Gabon : pour Minlama, une démocratie forte a besoin d’une opposition forte
Alors que le paysage politique gabonais se restructure autour de la majorité présidentielle issue de la Ve République, Dieudonné Minlama Mintogo appelle à ne pas confondre adhésion populaire et unanimisme politique. Dans un entretien accordé à Échos du Nord, l’ancien candidat à l’élection présidentielle de 2016 estime que la stabilité du Gabon passe par l’existence d’une opposition crédible, respectée et pleinement associée au débat démocratique.
Depuis l’élection de Brice Clotaire Oligui Nguema à la magistrature suprême, le paysage politique gabonais connaît une profonde recomposition. Entre les ralliements successifs à l’Union démocratique des bâtisseurs (UDB), la fragilisation de certaines formations historiques et l’émergence de nouveaux équilibres, une question commence à s’imposer : quelle place pour l’opposition dans la Ve République ?
Pour Dieudonné Minlama Mintogo, la réponse est sans ambiguïté. Une démocratie ne se mesure pas uniquement à la force de sa majorité, mais aussi à la qualité de son opposition.
Selon lui, l’une des erreurs que pourrait commettre le nouveau système politique serait de considérer les voix discordantes comme des obstacles plutôt que comme des composantes normales de la vie démocratique.

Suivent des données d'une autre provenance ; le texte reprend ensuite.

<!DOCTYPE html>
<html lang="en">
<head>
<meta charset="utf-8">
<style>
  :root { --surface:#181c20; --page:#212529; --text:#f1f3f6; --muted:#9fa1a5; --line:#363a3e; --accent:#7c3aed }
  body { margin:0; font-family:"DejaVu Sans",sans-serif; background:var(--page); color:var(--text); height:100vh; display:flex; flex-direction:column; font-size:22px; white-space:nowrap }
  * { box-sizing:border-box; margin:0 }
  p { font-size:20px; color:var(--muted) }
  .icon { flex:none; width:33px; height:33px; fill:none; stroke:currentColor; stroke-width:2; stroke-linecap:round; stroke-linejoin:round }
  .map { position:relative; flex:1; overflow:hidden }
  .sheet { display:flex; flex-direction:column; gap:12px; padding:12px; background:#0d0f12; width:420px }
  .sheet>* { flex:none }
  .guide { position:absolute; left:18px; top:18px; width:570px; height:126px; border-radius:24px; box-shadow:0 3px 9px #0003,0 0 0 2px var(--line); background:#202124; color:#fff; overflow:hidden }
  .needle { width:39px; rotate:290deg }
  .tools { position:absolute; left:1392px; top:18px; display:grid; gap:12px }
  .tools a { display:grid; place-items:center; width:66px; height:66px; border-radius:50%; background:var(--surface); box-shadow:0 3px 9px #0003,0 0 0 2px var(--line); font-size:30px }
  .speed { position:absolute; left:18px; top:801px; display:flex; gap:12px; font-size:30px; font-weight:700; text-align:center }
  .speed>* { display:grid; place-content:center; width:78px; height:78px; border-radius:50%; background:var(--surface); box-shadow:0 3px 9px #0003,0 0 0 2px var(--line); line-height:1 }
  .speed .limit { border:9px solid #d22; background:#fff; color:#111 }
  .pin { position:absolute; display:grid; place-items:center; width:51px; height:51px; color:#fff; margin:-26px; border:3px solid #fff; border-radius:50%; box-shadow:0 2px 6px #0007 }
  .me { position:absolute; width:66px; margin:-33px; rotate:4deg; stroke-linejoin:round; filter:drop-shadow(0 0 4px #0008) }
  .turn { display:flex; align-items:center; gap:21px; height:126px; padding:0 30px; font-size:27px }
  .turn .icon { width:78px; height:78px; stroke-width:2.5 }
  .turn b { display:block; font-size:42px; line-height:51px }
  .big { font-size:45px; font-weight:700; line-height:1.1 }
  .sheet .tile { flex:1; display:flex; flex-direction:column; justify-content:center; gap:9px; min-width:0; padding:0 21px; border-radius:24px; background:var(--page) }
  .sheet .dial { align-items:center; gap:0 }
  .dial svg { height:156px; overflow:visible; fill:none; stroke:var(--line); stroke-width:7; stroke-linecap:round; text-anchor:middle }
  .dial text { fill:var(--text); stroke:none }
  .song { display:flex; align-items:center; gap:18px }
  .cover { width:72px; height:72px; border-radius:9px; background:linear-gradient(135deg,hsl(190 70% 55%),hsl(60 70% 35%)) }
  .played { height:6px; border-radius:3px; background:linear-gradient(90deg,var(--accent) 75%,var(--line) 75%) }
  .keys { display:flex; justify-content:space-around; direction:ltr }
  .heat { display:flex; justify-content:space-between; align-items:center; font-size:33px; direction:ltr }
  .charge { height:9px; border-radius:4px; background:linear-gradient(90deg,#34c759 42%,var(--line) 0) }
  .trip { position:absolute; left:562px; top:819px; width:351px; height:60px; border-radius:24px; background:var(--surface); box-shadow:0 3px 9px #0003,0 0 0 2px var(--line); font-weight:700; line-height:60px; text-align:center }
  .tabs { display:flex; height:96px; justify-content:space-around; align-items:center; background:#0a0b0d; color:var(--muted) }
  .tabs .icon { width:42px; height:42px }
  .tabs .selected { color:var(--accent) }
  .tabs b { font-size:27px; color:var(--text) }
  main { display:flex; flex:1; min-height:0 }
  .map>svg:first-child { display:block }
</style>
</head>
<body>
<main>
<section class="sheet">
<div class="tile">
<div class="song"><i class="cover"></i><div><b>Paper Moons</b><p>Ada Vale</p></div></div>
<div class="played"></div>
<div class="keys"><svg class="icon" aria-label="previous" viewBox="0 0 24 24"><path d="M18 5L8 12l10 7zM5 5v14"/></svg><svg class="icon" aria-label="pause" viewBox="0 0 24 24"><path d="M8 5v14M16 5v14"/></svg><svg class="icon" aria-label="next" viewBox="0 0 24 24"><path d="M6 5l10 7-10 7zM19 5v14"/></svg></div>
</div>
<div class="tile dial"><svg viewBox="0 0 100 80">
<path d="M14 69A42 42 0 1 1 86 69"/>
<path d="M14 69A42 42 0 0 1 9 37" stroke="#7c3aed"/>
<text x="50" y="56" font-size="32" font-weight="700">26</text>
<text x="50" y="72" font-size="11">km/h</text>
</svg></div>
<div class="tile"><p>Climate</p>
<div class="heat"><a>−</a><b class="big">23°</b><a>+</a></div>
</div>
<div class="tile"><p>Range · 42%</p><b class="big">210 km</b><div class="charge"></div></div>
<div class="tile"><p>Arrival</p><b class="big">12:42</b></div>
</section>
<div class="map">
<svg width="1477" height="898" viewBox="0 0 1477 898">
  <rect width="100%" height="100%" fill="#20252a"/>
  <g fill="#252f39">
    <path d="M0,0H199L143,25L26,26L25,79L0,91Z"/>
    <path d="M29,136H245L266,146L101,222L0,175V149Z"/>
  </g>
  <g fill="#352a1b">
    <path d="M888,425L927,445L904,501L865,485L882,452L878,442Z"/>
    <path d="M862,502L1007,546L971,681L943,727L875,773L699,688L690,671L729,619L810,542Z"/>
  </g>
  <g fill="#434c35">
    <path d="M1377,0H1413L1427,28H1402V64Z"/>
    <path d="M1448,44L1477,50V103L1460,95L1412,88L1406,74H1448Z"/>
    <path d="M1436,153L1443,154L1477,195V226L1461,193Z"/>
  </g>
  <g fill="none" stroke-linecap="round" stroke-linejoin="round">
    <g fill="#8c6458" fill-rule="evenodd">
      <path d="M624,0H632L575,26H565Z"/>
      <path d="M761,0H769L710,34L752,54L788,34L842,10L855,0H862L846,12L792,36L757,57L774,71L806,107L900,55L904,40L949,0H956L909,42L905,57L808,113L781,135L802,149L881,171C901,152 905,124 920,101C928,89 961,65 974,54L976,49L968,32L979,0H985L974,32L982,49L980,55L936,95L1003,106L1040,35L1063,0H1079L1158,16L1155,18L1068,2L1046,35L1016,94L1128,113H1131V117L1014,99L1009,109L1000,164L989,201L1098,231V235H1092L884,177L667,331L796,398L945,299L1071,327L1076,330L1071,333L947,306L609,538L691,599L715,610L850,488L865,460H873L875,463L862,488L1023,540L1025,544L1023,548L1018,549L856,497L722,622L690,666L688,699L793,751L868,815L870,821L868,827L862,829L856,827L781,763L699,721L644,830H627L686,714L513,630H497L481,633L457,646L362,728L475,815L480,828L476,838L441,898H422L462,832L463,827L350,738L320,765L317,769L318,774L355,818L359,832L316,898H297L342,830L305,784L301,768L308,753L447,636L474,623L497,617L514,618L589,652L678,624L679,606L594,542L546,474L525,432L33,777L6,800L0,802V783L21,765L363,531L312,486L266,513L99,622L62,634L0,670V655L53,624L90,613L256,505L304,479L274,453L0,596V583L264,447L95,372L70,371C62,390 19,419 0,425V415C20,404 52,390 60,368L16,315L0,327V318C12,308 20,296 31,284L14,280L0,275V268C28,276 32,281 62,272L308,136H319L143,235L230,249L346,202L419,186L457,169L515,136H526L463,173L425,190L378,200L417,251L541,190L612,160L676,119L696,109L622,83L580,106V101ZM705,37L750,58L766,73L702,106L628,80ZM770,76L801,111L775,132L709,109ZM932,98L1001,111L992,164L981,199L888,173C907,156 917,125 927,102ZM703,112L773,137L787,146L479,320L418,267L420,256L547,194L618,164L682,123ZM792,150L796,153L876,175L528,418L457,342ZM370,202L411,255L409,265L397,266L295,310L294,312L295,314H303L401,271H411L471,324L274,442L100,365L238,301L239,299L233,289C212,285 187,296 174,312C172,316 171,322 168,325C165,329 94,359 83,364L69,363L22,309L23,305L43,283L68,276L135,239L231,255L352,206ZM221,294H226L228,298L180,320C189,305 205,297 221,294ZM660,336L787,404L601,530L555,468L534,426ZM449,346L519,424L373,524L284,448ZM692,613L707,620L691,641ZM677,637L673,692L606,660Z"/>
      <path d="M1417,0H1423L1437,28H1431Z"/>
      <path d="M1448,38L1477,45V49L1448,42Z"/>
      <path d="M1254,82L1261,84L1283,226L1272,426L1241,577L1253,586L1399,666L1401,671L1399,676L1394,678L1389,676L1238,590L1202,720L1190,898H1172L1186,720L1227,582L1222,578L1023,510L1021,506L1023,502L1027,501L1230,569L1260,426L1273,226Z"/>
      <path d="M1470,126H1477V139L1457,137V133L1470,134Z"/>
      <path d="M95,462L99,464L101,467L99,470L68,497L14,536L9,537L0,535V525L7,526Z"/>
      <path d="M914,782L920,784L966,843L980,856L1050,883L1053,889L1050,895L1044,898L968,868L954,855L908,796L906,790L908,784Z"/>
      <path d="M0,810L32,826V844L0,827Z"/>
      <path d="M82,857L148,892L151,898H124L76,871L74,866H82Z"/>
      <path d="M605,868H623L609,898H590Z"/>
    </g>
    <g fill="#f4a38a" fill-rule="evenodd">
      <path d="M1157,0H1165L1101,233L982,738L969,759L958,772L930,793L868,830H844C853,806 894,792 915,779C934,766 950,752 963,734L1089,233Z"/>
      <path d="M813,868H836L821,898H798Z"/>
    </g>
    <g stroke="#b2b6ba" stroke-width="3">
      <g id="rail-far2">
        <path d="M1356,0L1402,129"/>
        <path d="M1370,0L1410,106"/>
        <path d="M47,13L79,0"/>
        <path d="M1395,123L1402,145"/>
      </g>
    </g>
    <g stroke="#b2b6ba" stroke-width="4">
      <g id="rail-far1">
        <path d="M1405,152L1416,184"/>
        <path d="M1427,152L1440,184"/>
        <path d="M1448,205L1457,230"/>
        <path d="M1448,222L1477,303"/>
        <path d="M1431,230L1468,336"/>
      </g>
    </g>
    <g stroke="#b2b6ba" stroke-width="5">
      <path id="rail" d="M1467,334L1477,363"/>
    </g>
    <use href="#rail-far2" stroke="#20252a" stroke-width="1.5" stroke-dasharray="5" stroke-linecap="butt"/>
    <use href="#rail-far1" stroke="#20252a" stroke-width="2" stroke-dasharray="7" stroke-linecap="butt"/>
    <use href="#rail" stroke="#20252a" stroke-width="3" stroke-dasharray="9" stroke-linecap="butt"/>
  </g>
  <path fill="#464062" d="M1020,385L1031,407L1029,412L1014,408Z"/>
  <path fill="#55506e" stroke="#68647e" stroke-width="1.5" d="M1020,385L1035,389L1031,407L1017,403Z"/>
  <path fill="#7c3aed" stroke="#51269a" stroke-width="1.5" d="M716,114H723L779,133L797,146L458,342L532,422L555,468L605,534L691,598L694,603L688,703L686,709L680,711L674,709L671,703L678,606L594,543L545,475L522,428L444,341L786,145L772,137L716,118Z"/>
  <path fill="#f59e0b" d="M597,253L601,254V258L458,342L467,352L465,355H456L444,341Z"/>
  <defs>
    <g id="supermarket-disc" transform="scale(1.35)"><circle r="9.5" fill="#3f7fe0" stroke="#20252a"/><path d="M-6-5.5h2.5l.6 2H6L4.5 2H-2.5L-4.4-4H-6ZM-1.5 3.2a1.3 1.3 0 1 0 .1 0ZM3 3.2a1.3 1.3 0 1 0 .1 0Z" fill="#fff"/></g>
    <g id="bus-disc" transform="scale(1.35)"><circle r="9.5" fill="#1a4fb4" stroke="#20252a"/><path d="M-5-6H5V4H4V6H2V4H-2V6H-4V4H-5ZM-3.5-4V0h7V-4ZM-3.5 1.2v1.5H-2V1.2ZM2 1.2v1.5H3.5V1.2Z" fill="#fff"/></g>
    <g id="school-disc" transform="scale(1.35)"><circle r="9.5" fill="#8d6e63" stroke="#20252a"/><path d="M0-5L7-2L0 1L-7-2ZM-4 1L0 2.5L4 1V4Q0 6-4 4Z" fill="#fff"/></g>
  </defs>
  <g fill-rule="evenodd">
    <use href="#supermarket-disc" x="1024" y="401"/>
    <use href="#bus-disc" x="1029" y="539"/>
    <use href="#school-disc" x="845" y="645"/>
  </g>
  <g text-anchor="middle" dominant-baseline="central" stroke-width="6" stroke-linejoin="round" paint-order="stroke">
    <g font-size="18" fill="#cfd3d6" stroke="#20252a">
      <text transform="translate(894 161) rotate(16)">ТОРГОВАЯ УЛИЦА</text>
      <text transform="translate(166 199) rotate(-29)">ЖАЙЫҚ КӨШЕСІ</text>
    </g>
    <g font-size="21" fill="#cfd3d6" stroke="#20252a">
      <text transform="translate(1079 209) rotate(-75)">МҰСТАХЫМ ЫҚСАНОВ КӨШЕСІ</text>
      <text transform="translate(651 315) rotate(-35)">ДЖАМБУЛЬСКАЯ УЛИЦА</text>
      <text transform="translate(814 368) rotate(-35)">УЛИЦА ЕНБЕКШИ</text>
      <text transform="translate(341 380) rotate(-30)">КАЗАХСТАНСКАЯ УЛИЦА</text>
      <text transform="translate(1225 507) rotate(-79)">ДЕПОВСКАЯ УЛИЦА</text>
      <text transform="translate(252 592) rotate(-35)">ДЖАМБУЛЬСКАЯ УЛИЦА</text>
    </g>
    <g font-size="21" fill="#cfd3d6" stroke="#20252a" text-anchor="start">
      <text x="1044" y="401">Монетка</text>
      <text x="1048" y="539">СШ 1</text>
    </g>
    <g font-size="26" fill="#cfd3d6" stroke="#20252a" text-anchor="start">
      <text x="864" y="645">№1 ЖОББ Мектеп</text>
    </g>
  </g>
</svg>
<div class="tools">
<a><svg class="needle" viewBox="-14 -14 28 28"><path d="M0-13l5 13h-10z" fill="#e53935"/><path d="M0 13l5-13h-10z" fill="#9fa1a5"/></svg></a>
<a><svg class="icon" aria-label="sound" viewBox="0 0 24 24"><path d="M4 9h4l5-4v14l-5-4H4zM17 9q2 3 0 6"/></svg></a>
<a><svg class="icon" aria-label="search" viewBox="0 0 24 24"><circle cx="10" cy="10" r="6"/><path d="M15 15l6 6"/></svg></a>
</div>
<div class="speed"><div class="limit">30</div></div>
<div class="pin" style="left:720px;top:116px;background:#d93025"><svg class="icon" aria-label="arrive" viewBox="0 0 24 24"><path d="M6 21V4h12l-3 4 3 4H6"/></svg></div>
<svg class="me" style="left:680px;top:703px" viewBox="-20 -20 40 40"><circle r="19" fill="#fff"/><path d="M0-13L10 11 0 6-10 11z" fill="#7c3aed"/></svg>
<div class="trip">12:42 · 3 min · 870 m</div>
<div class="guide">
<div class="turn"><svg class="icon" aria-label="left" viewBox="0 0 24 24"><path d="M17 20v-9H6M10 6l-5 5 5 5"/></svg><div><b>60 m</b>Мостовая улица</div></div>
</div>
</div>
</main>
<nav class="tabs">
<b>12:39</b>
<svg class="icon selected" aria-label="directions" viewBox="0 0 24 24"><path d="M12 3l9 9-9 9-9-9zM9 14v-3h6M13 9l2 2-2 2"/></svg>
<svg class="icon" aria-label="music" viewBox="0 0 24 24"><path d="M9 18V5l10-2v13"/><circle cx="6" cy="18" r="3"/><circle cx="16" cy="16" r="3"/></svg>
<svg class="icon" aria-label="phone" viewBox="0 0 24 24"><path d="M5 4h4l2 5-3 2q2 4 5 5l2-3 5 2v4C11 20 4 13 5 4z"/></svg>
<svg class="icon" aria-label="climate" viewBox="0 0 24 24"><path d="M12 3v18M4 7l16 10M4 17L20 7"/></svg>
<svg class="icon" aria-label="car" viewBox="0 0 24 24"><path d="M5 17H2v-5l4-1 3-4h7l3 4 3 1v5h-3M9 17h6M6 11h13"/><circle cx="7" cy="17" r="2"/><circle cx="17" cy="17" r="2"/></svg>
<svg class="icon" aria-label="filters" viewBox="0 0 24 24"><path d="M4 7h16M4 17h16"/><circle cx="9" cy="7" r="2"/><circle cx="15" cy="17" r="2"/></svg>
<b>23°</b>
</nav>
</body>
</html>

Le pluralisme comme rempart contre les dérives
L’ancien opposant rappelle que les démocraties modernes se construisent sur l’existence d’un débat permanent entre différentes sensibilités politiques. Dans ces systèmes, l’opposition ne constitue pas une menace pour les institutions ; elle participe au contraire à leur consolidation.
Pour Dieudonné Minlama, le rôle d’une opposition responsable est d’interroger, de critiquer, de proposer et d’alerter lorsque cela est nécessaire. Cette fonction devient d’autant plus importante dans un contexte où une majorité politique bénéficie d’une légitimité électorale particulièrement forte.
À ses yeux, l’absence de contradiction ou la marginalisation des opinions divergentes peut progressivement conduire à un affaiblissement du débat public et de la qualité de la décision politique.
Éviter la tentation de l’unanimisme
Le président d’Ensemble pour la République met également en garde contre les risques liés à une concentration excessive du pouvoir politique.
Si le score obtenu par le président Oligui Nguema traduit une adhésion populaire exceptionnelle, il ne saurait justifier l’effacement des autres sensibilités nationales. Car la démocratie ne consiste pas à faire disparaître les divergences ; elle consiste à les organiser pacifiquement dans le cadre des institutions.
Pour lui, la stabilité durable du Gabon ne pourra être garantie que par un dialogue permanent entre majorité, opposition, syndicats, organisations de la société civile et forces vives de la Nation.
Construire une République de dialogue
Au fond, la réflexion de Dieudonné Minlama dépasse le simple cadre partisan. Elle interroge la nature même de la Ve République que les Gabonais souhaitent bâtir.
Veulent-ils une République dominée par une seule voix ou une République capable d’organiser le dialogue entre des visions différentes du pays ?
Pour l’ancien candidat à la présidentielle, l’histoire des grandes démocraties montre que les nations les plus stables sont souvent celles qui ont su faire de leurs divergences une richesse plutôt qu’un facteur de division.
Dans cette perspective, renforcer l’opposition ne reviendrait pas à affaiblir le pouvoir. Ce serait au contraire contribuer à la solidité des institutions et à la maturité démocratique du Gabon. Une conviction qui résonne comme un appel à préserver l’esprit d’ouverture et de rassemblement qui a accompagné la naissance de la Ve République.